● **Records for this exercise**
--- START ---

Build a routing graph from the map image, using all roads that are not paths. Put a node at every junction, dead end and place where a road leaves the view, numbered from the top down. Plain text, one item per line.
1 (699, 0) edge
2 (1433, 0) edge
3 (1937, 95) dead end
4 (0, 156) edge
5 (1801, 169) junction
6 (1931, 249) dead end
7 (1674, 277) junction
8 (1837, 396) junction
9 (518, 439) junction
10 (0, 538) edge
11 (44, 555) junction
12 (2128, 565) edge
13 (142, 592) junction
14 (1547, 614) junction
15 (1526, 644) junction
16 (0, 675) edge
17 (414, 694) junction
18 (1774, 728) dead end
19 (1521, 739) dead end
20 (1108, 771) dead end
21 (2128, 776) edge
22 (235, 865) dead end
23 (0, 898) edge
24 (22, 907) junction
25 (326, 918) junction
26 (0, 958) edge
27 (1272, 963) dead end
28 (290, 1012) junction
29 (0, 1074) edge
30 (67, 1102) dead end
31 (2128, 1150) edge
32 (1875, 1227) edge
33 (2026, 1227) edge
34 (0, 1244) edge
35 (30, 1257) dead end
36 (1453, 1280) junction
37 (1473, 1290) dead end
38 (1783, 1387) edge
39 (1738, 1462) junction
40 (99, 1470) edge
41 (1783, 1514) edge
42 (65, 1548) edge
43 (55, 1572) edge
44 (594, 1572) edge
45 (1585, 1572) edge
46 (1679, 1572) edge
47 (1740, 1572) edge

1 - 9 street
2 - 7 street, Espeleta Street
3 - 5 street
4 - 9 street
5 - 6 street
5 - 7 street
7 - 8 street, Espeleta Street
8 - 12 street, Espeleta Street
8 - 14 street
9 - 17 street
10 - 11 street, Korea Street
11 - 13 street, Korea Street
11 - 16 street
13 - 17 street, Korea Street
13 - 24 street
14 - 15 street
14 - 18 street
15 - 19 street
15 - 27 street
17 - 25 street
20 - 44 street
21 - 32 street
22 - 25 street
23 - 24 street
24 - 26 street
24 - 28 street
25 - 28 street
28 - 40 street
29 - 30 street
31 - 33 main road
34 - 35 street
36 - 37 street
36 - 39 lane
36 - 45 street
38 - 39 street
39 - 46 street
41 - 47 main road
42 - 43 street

--- END ---
--- START ---

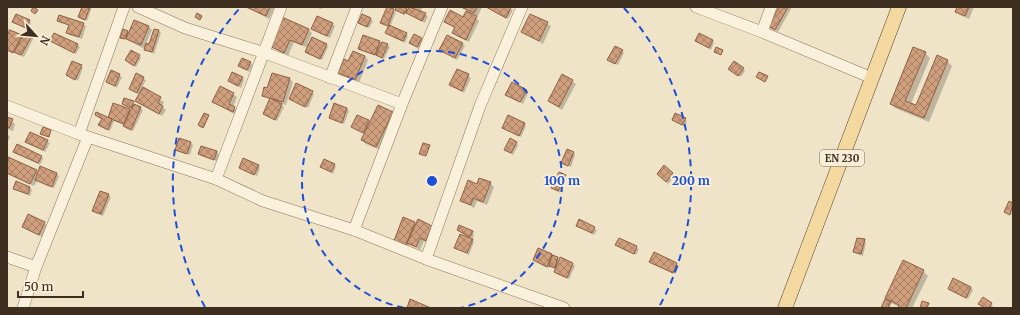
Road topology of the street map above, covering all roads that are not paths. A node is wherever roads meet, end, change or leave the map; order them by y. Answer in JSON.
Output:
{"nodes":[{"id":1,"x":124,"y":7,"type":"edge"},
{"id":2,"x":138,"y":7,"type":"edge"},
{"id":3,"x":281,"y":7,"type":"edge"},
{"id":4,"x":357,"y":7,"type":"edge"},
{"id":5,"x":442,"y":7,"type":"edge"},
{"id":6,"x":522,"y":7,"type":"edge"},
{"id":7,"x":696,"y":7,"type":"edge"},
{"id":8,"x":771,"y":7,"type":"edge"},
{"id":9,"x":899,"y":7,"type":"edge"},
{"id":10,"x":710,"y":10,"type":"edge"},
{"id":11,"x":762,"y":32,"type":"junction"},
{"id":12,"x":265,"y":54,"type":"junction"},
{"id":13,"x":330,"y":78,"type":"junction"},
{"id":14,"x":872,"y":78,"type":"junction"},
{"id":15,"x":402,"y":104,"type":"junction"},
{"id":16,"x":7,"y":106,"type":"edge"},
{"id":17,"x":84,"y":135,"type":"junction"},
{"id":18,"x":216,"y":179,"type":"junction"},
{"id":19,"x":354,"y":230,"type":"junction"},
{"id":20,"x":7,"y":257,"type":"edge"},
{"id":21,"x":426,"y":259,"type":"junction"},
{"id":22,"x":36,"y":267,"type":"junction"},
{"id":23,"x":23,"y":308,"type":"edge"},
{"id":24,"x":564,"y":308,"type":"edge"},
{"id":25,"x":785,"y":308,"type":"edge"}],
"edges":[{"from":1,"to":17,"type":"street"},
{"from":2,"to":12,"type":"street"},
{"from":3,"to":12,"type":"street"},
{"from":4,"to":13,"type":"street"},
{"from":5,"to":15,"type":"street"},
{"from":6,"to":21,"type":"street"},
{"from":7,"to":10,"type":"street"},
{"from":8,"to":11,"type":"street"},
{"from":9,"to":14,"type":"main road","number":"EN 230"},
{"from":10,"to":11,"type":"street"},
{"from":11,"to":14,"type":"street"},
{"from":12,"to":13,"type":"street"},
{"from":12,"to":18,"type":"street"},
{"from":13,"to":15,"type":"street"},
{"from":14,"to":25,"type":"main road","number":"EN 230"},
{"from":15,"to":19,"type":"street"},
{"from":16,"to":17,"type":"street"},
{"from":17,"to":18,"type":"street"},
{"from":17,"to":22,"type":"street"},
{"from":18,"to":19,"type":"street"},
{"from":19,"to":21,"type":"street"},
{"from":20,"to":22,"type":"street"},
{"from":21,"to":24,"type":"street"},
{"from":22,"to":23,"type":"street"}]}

--- END ---

● **Work instruction**
Across the material, report every line that has the word "roads".

● **Written response**
Build a routing graph from the map image, using all roads that are not paths. Put a node at every junction, dead end and place where a road leaves the view, numbered from the top down. Plain text, one item per line.
Road topology of the street map above, covering all roads that are not paths. A node is wherever roads meet, end, change or leave the map; order them by y. Answer in JSON.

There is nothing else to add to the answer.